In the movie Cider House Rules, there’s a powerful scene in which a group of black migrant workers encounter a list of rules they must follow when they stay in the Cider House of this apple farm. One of the rules is that they can’t sit up on the roof of this small house. And yet, it is a hot and sultry day, and the only hope of catching a cooling breeze would be to get up on the roof. That’s when one of the black workers speaks a provocative truth. “The people who made those rules don’t live here. They don’t breathe this air. They don’t spend their time here.”
One of the great problems of preaching is that it is so often done by people who don’t live here, who don’t breathe this air, who don’t spend their time here.
I was once asked to perform a funeral for a teenage boy who drowned. It was really my first experience with a family that had lost a child. I stood near the parents during the calling hours as family and friends came to pay their respects. And what I witnessed was so incredibly sad.
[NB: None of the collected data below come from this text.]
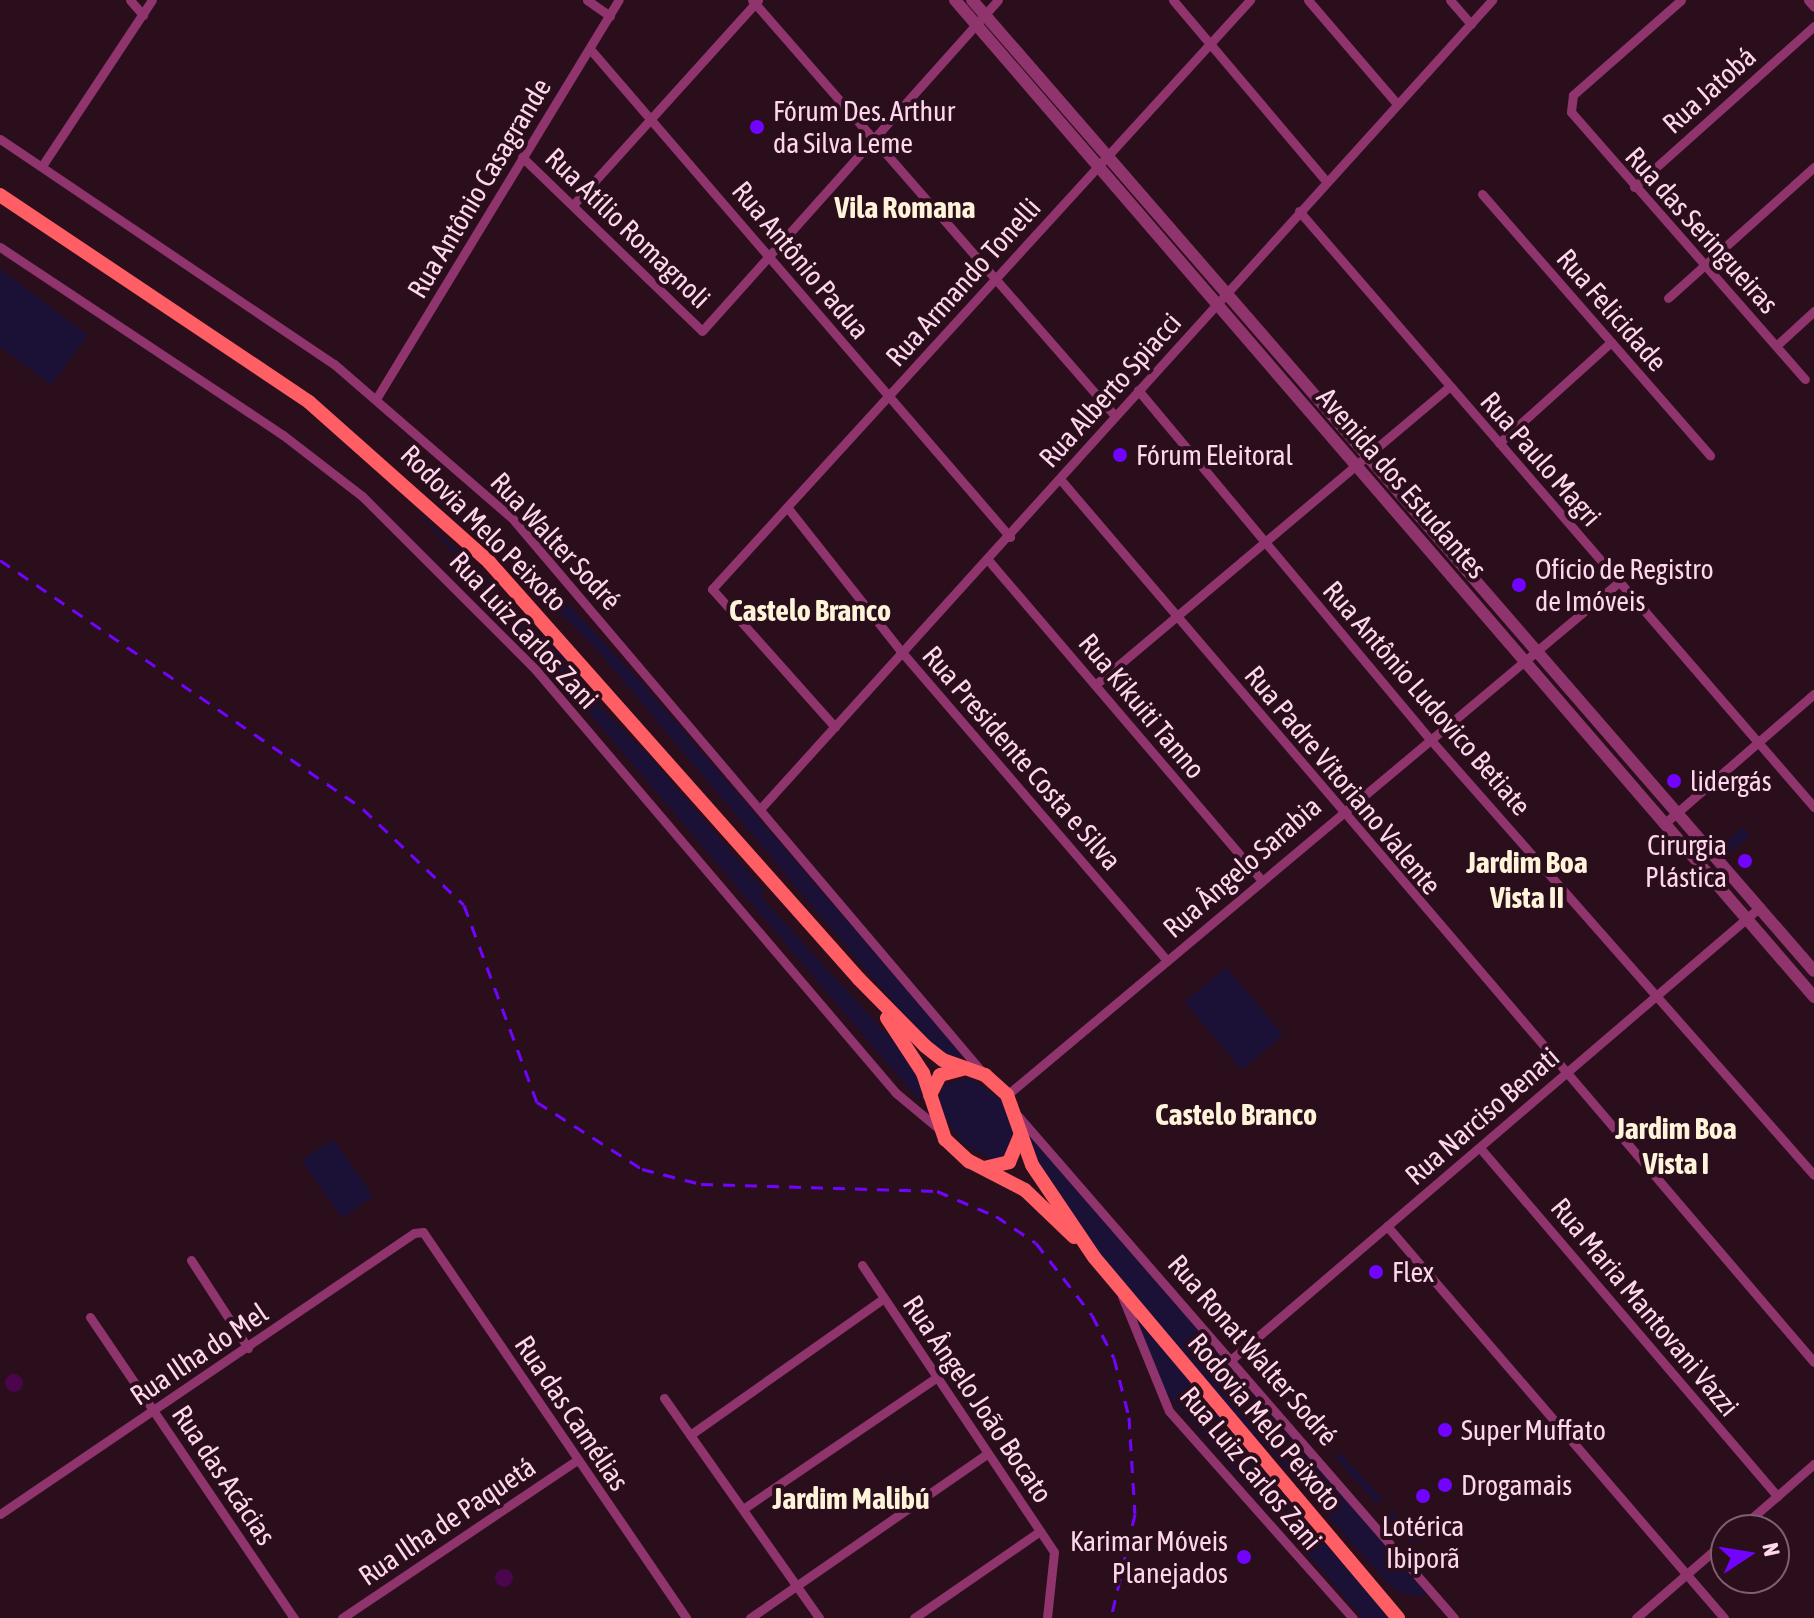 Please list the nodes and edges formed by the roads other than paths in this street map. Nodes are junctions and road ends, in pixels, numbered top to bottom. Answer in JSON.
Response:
{"nodes":[{"id":1,"x":130,"y":0,"type":"edge"},
{"id":2,"x":152,"y":0,"type":"edge"},
{"id":3,"x":587,"y":0,"type":"edge"},
{"id":4,"x":619,"y":0,"type":"edge"},
{"id":5,"x":955,"y":0,"type":"edge"},
{"id":6,"x":972,"y":0,"type":"edge"},
{"id":7,"x":998,"y":0,"type":"edge"},
{"id":8,"x":1173,"y":0,"type":"edge"},
{"id":9,"x":1250,"y":0,"type":"edge"},
{"id":10,"x":1308,"y":0,"type":"edge"},
{"id":11,"x":1450,"y":0,"type":"edge"},
{"id":12,"x":1492,"y":0,"type":"edge"},
{"id":13,"x":1681,"y":0,"type":"edge"},
{"id":14,"x":1808,"y":0,"type":"edge"},
{"id":15,"x":755,"y":1,"type":"edge"},
{"id":16,"x":1814,"y":7,"type":"edge"},
{"id":17,"x":143,"y":15,"type":"junction"},
{"id":18,"x":610,"y":16,"type":"junction"},
{"id":19,"x":981,"y":20,"type":"junction"},
{"id":20,"x":1471,"y":24,"type":"junction"},
{"id":21,"x":1814,"y":26,"type":"edge"},
{"id":22,"x":1209,"y":42,"type":"junction"},
{"id":23,"x":590,"y":49,"type":"junction"},
{"id":24,"x":1397,"y":104,"type":"junction"},
{"id":25,"x":651,"y":119,"type":"junction"},
{"id":26,"x":877,"y":138,"type":"junction"},
{"id":27,"x":0,"y":139,"type":"edge"},
{"id":28,"x":1107,"y":155,"type":"junction"},
{"id":29,"x":522,"y":157,"type":"junction"},
{"id":30,"x":1096,"y":165,"type":"junction"},
{"id":31,"x":42,"y":166,"type":"junction"},
{"id":32,"x":1814,"y":167,"type":"edge"},
{"id":33,"x":1326,"y":181,"type":"junction"},
{"id":34,"x":1634,"y":187,"type":"junction"},
{"id":35,"x":1482,"y":194,"type":"dead end"},
{"id":36,"x":0,"y":195,"type":"edge"},
{"id":37,"x":573,"y":205,"type":"junction"},
{"id":38,"x":1299,"y":211,"type":"junction"},
{"id":39,"x":0,"y":247,"type":"edge"},
{"id":40,"x":771,"y":259,"type":"junction"},
{"id":41,"x":1704,"y":266,"type":"junction"},
{"id":42,"x":996,"y":279,"type":"junction"},
{"id":43,"x":1225,"y":291,"type":"junction"},
{"id":44,"x":1668,"y":298,"type":"dead end"},
{"id":45,"x":1215,"y":305,"type":"junction"},
{"id":46,"x":1814,"y":311,"type":"edge"},
{"id":47,"x":1611,"y":342,"type":"junction"},
{"id":48,"x":1776,"y":346,"type":"junction"},
{"id":49,"x":1805,"y":379,"type":"dead end"},
{"id":50,"x":1450,"y":386,"type":"junction"},
{"id":51,"x":1138,"y":390,"type":"junction"},
{"id":52,"x":889,"y":397,"type":"junction"},
{"id":53,"x":376,"y":399,"type":"junction"},
{"id":54,"x":1115,"y":416,"type":"junction"},
{"id":55,"x":1499,"y":443,"type":"junction"},
{"id":56,"x":1710,"y":455,"type":"dead end"},
{"id":57,"x":1368,"y":456,"type":"junction"},
{"id":58,"x":1355,"y":466,"type":"junction"},
{"id":59,"x":1060,"y":479,"type":"junction"},
{"id":60,"x":787,"y":507,"type":"junction"},
{"id":61,"x":1010,"y":537,"type":"junction"},
{"id":62,"x":1266,"y":543,"type":"junction"},
{"id":63,"x":989,"y":561,"type":"junction"},
{"id":64,"x":1619,"y":582,"type":"junction"},
{"id":65,"x":1177,"y":617,"type":"junction"},
{"id":66,"x":900,"y":650,"type":"junction"},
{"id":67,"x":1536,"y":651,"type":"junction"},
{"id":68,"x":1525,"y":660,"type":"junction"},
{"id":69,"x":1095,"y":685,"type":"junction"},
{"id":70,"x":1814,"y":694,"type":"edge"},
{"id":71,"x":835,"y":727,"type":"junction"},
{"id":72,"x":1429,"y":738,"type":"junction"},
{"id":73,"x":1758,"y":743,"type":"junction"},
{"id":74,"x":1814,"y":807,"type":"edge"},
{"id":75,"x":761,"y":808,"type":"junction"},
{"id":76,"x":1341,"y":812,"type":"junction"},
{"id":77,"x":1677,"y":812,"type":"junction"},
{"id":78,"x":1665,"y":823,"type":"junction"},
{"id":79,"x":1261,"y":880,"type":"junction"},
{"id":80,"x":1760,"y":907,"type":"junction"},
{"id":81,"x":1747,"y":918,"type":"junction"},
{"id":82,"x":1167,"y":960,"type":"junction"},
{"id":83,"x":1814,"y":971,"type":"edge"},
{"id":84,"x":859,"y":979,"type":"junction"},
{"id":85,"x":1655,"y":995,"type":"junction"},
{"id":86,"x":1814,"y":997,"type":"edge"},
{"id":87,"x":966,"y":1068,"type":"junction"},
{"id":88,"x":1566,"y":1073,"type":"junction"},
{"id":89,"x":985,"y":1075,"type":"junction"},
{"id":90,"x":930,"y":1095,"type":"junction"},
{"id":91,"x":1007,"y":1095,"type":"junction"},
{"id":92,"x":1016,"y":1113,"type":"junction"},
{"id":93,"x":938,"y":1128,"type":"junction"},
{"id":94,"x":1020,"y":1136,"type":"junction"},
{"id":95,"x":1480,"y":1148,"type":"junction"},
{"id":96,"x":984,"y":1168,"type":"junction"},
{"id":97,"x":1814,"y":1175,"type":"edge"},
{"id":98,"x":1387,"y":1226,"type":"junction"},
{"id":99,"x":423,"y":1232,"type":"joint"},
{"id":100,"x":1094,"y":1257,"type":"junction"},
{"id":101,"x":191,"y":1260,"type":"dead end"},
{"id":102,"x":862,"y":1265,"type":"dead end"},
{"id":103,"x":1120,"y":1289,"type":"junction"},
{"id":104,"x":884,"y":1298,"type":"junction"},
{"id":105,"x":90,"y":1317,"type":"dead end"},
{"id":106,"x":248,"y":1348,"type":"junction"},
{"id":107,"x":1233,"y":1358,"type":"junction"},
{"id":108,"x":1814,"y":1362,"type":"edge"},
{"id":109,"x":936,"y":1378,"type":"junction"},
{"id":110,"x":664,"y":1398,"type":"dead end"},
{"id":111,"x":155,"y":1411,"type":"junction"},
{"id":112,"x":690,"y":1435,"type":"junction"},
{"id":113,"x":987,"y":1454,"type":"junction"},
{"id":114,"x":576,"y":1461,"type":"junction"},
{"id":115,"x":1814,"y":1464,"type":"edge"},
{"id":116,"x":1777,"y":1496,"type":"junction"},
{"id":117,"x":743,"y":1509,"type":"junction"},
{"id":118,"x":0,"y":1514,"type":"edge"},
{"id":119,"x":1756,"y":1514,"type":"edge"},
{"id":120,"x":1040,"y":1531,"type":"junction"},
{"id":121,"x":1710,"y":1554,"type":"edge"},
{"id":122,"x":1687,"y":1574,"type":"junction"},
{"id":123,"x":797,"y":1585,"type":"junction"},
{"id":124,"x":294,"y":1618,"type":"edge"},
{"id":125,"x":342,"y":1618,"type":"edge"},
{"id":126,"x":686,"y":1618,"type":"edge"},
{"id":127,"x":750,"y":1618,"type":"edge"},
{"id":128,"x":819,"y":1618,"type":"edge"},
{"id":129,"x":914,"y":1618,"type":"edge"},
{"id":130,"x":1047,"y":1618,"type":"edge"},
{"id":131,"x":1353,"y":1618,"type":"edge"},
{"id":132,"x":1398,"y":1618,"type":"edge"},
{"id":133,"x":1454,"y":1618,"type":"edge"},
{"id":134,"x":1636,"y":1618,"type":"edge"},
{"id":135,"x":1724,"y":1618,"type":"edge"}],
"edges":[{"from":1,"to":17,"type":"street"},
{"from":2,"to":17,"type":"street"},
{"from":3,"to":18,"type":"street"},
{"from":4,"to":18,"type":"street","name":"Rua Antônio Casagrande"},
{"from":5,"to":19,"type":"street","name":"Avenida dos Estudantes"},
{"from":6,"to":19,"type":"street","name":"Avenida dos Estudantes"},
{"from":7,"to":19,"type":"street"},
{"from":8,"to":22,"type":"street"},
{"from":9,"to":22,"type":"street","name":"Rua Armando Tonelli"},
{"from":10,"to":24,"type":"street"},
{"from":11,"to":20,"type":"street"},
{"from":12,"to":20,"type":"street","name":"Rua Alberto Spiacci"},
{"from":13,"to":34,"type":"street","name":"Rua das Seringueiras"},
{"from":14,"to":16,"type":"street"},
{"from":15,"to":25,"type":"street"},
{"from":15,"to":26,"type":"street"},
{"from":17,"to":31,"type":"street"},
{"from":18,"to":23,"type":"street","name":"Rua Antônio Casagrande"},
{"from":19,"to":26,"type":"street"},
{"from":19,"to":28,"type":"street","name":"Avenida dos Estudantes"},
{"from":19,"to":30,"type":"street","name":"Avenida dos Estudantes"},
{"from":20,"to":24,"type":"street","name":"Rua Alberto Spiacci"},
{"from":21,"to":34,"type":"street","name":"Rua Jatobá"},
{"from":22,"to":28,"type":"street","name":"Rua Armando Tonelli"},
{"from":22,"to":33,"type":"street"},
{"from":23,"to":25,"type":"street","name":"Rua Antônio Padua"},
{"from":23,"to":29,"type":"street","name":"Rua Antônio Casagrande"},
{"from":24,"to":33,"type":"street","name":"Rua Alberto Spiacci"},
{"from":25,"to":37,"type":"street"},
{"from":25,"to":40,"type":"street","name":"Rua Antônio Padua"},
{"from":26,"to":40,"type":"street"},
{"from":26,"to":42,"type":"street"},
{"from":27,"to":31,"type":"street","name":"Rua Walter Sodré"},
{"from":28,"to":30,"type":"street","name":"Rua Armando Tonelli"},
{"from":28,"to":43,"type":"street","name":"Avenida dos Estudantes"},
{"from":29,"to":37,"type":"street","name":"Rua Atílio Romagnoli"},
{"from":29,"to":53,"type":"street","name":"Rua Antônio Casagrande"},
{"from":30,"to":42,"type":"street","name":"Rua Armando Tonelli"},
{"from":30,"to":45,"type":"street","name":"Avenida dos Estudantes"},
{"from":31,"to":53,"type":"street","name":"Rua Walter Sodré"},
{"from":32,"to":41,"type":"street"},
{"from":33,"to":38,"type":"street","name":"Rua Alberto Spiacci"},
{"from":34,"to":41,"type":"street","name":"Rua das Seringueiras"},
{"from":35,"to":47,"type":"street","name":"Rua Felicidade"},
{"from":36,"to":84,"type":"main road","name":"Rodovia Melo Peixoto"},
{"from":37,"to":40,"type":"street","name":"Rua Atílio Romagnoli"},
{"from":38,"to":43,"type":"street","name":"Rua Alberto Spiacci"},
{"from":38,"to":50,"type":"street","name":"Rua Paulo Magri"},
{"from":39,"to":93,"type":"street","name":"Rua Luiz Carlos Zani"},
{"from":40,"to":52,"type":"street","name":"Rua Antônio Padua"},
{"from":41,"to":44,"type":"street"},
{"from":41,"to":48,"type":"street","name":"Rua das Seringueiras"},
{"from":42,"to":52,"type":"street","name":"Rua Armando Tonelli"},
{"from":42,"to":54,"type":"street"},
{"from":43,"to":45,"type":"street","name":"Rua Alberto Spiacci"},
{"from":43,"to":57,"type":"street","name":"Avenida dos Estudantes"},
{"from":45,"to":51,"type":"street","name":"Rua Alberto Spiacci"},
{"from":45,"to":58,"type":"street","name":"Avenida dos Estudantes"},
{"from":46,"to":48,"type":"street"},
{"from":47,"to":55,"type":"street"},
{"from":47,"to":56,"type":"street","name":"Rua Felicidade"},
{"from":48,"to":49,"type":"street","name":"Rua das Seringueiras"},
{"from":50,"to":55,"type":"street","name":"Rua Paulo Magri"},
{"from":50,"to":57,"type":"street"},
{"from":51,"to":54,"type":"street","name":"Rua Alberto Spiacci"},
{"from":51,"to":62,"type":"street","name":"Rua Antônio Ludovico Betiate"},
{"from":52,"to":60,"type":"street","name":"Rua Armando Tonelli"},
{"from":52,"to":61,"type":"street","name":"Rua Antônio Padua"},
{"from":53,"to":75,"type":"street","name":"Rua Walter Sodré"},
{"from":54,"to":59,"type":"street","name":"Rua Alberto Spiacci"},
{"from":55,"to":64,"type":"street","name":"Rua Paulo Magri"},
{"from":57,"to":58,"type":"street"},
{"from":57,"to":67,"type":"street","name":"Avenida dos Estudantes"},
{"from":58,"to":62,"type":"street"},
{"from":58,"to":68,"type":"street","name":"Avenida dos Estudantes"},
{"from":59,"to":61,"type":"street","name":"Rua Alberto Spiacci"},
{"from":59,"to":65,"type":"street","name":"Rua Padre Vitoriano Valente"},
{"from":60,"to":66,"type":"street","name":"Rua Presidente Costa e Silva"},
{"from":60,"to":71,"type":"street","name":"Rua Armando Tonelli"},
{"from":61,"to":63,"type":"street","name":"Rua Alberto Spiacci"},
{"from":62,"to":65,"type":"street"},
{"from":62,"to":72,"type":"street","name":"Rua Antônio Ludovico Betiate"},
{"from":63,"to":66,"type":"street","name":"Rua Alberto Spiacci"},
{"from":63,"to":69,"type":"street","name":"Rua Kikuiti Tanno"},
{"from":64,"to":67,"type":"street","name":"Rua Ângelo Sarabia"},
{"from":64,"to":73,"type":"street","name":"Rua Paulo Magri"},
{"from":65,"to":69,"type":"street"},
{"from":65,"to":76,"type":"street","name":"Rua Padre Vitoriano Valente"},
{"from":66,"to":71,"type":"street","name":"Rua Alberto Spiacci"},
{"from":66,"to":82,"type":"street","name":"Rua Presidente Costa e Silva"},
{"from":67,"to":68,"type":"street","name":"Rua Ângelo Sarabia"},
{"from":67,"to":77,"type":"street","name":"Avenida dos Estudantes"},
{"from":68,"to":72,"type":"street","name":"Rua Ângelo Sarabia"},
{"from":68,"to":78,"type":"street","name":"Avenida dos Estudantes"},
{"from":69,"to":79,"type":"street","name":"Rua Kikuiti Tanno"},
{"from":70,"to":73,"type":"street"},
{"from":71,"to":75,"type":"street","name":"Rua Alberto Spiacci"},
{"from":72,"to":76,"type":"street","name":"Rua Ângelo Sarabia"},
{"from":72,"to":85,"type":"street","name":"Rua Antônio Ludovico Betiate"},
{"from":73,"to":74,"type":"street","name":"Rua Paulo Magri"},
{"from":73,"to":77,"type":"street"},
{"from":75,"to":89,"type":"street","name":"Rua Walter Sodré"},
{"from":76,"to":79,"type":"street","name":"Rua Ângelo Sarabia"},
{"from":76,"to":88,"type":"street","name":"Rua Padre Vitoriano Valente"},
{"from":77,"to":78,"type":"street"},
{"from":77,"to":80,"type":"street","name":"Avenida dos Estudantes"},
{"from":78,"to":81,"type":"street","name":"Avenida dos Estudantes"},
{"from":79,"to":82,"type":"street","name":"Rua Ângelo Sarabia"},
{"from":80,"to":81,"type":"street","name":"Rua Narciso Benati"},
{"from":80,"to":83,"type":"street","name":"Avenida dos Estudantes"},
{"from":81,"to":85,"type":"street","name":"Rua Narciso Benati"},
{"from":81,"to":86,"type":"street","name":"Avenida dos Estudantes"},
{"from":82,"to":91,"type":"street","name":"Rua Ângelo Sarabia"},
{"from":84,"to":87,"type":"main road","name":"Rodovia Melo Peixoto"},
{"from":84,"to":90,"type":"main road","name":"Rodovia Melo Peixoto"},
{"from":85,"to":88,"type":"street","name":"Rua Narciso Benati"},
{"from":85,"to":97,"type":"street","name":"Rua Antônio Ludovico Betiate"},
{"from":87,"to":89,"type":"main road","name":"Rodovia Melo Peixoto"},
{"from":87,"to":90,"type":"main road"},
{"from":88,"to":95,"type":"street","name":"Rua Narciso Benati"},
{"from":88,"to":108,"type":"street","name":"Rua Padre Vitoriano Valente"},
{"from":89,"to":91,"type":"main road","name":"Rodovia Melo Peixoto"},
{"from":90,"to":93,"type":"main road","name":"Rodovia Melo Peixoto"},
{"from":91,"to":92,"type":"main road","name":"Rodovia Melo Peixoto"},
{"from":92,"to":94,"type":"main road","name":"Rodovia Melo Peixoto"},
{"from":92,"to":107,"type":"street","name":"Rua Ronat Walter Sodré"},
{"from":93,"to":96,"type":"main road","name":"Rodovia Melo Peixoto"},
{"from":94,"to":96,"type":"main road"},
{"from":94,"to":100,"type":"main road","name":"Rodovia Melo Peixoto"},
{"from":95,"to":98,"type":"street","name":"Rua Narciso Benati"},
{"from":95,"to":116,"type":"street","name":"Rua Maria Mantovani Vazzi"},
{"from":96,"to":100,"type":"main road","name":"Rodovia Melo Peixoto"},
{"from":98,"to":107,"type":"street","name":"Rua Narciso Benati"},
{"from":98,"to":122,"type":"street"},
{"from":99,"to":106,"type":"street","name":"Rua Ilha do Mel"},
{"from":99,"to":114,"type":"street","name":"Rua das Camélias"},
{"from":100,"to":103,"type":"main road","name":"Rodovia Melo Peixoto"},
{"from":101,"to":106,"type":"street"},
{"from":102,"to":104,"type":"street","name":"Rua Ângelo João Bocato"},
{"from":103,"to":131,"type":"street","name":"Rua Luiz Carlos Zani"},
{"from":103,"to":132,"type":"main road","name":"Rodovia Melo Peixoto"},
{"from":104,"to":109,"type":"street","name":"Rua Ângelo João Bocato"},
{"from":104,"to":112,"type":"street"},
{"from":105,"to":111,"type":"street","name":"Rua das Acácias"},
{"from":106,"to":111,"type":"street","name":"Rua Ilha do Mel"},
{"from":107,"to":133,"type":"street","name":"Rua Ronat Walter Sodré"},
{"from":109,"to":113,"type":"street","name":"Rua Ângelo João Bocato"},
{"from":109,"to":117,"type":"street"},
{"from":110,"to":112,"type":"street"},
{"from":111,"to":118,"type":"street","name":"Rua Ilha do Mel"},
{"from":111,"to":124,"type":"street","name":"Rua das Acácias"},
{"from":112,"to":117,"type":"street"},
{"from":113,"to":120,"type":"street","name":"Rua Ângelo João Bocato"},
{"from":113,"to":123,"type":"street"},
{"from":114,"to":125,"type":"street","name":"Rua Ilha de Paquetá"},
{"from":114,"to":126,"type":"street","name":"Rua das Camélias"},
{"from":115,"to":116,"type":"street"},
{"from":116,"to":119,"type":"street"},
{"from":117,"to":123,"type":"street"},
{"from":120,"to":129,"type":"street"},
{"from":120,"to":130,"type":"street","name":"Rua Ângelo João Bocato"},
{"from":121,"to":122,"type":"street"},
{"from":122,"to":134,"type":"street"},
{"from":122,"to":135,"type":"street"},
{"from":123,"to":127,"type":"street"},
{"from":123,"to":128,"type":"street"}]}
Person after person came up to those parents, and tried to bring them comfort by assuring them that their son was in heaven, that this death was the will of God, even that God must have needed the boy more than they did. People, with all good intentions, were trying to preach the Gospel, I suppose, but it really was just adding more pain to the loss of these dear parents. You see, people were speaking in the language of those who’d never experienced what those parents were going through. And their inability to speak the deep, painful language of loss – the language of those who know what it’s like to lose a child – made their preaching hollow and ineffective.
You have to learn to speak the language of the people you’re ministering to. If you want to preach Christ to the poor, you have to learn speak the language of the poor. If you want to preach Christ to a doubter, you have to learn the language of doubt. If you want to preach Christ to Israelis and Palestinians, you have to learn to speak the language of each. And the only way you can learn the language is by coming close enough to understand the experience of how life is for those you’re bringing Christ to.
Preaching Christ begins with stepping into the world of the other, and becoming so much a part of it that you actually learn to speak the language!
Another thoiught provoking musing! They always mean so much to me! Thank you for writing these! marlene
This is so good and so true. God Bless You, my friend.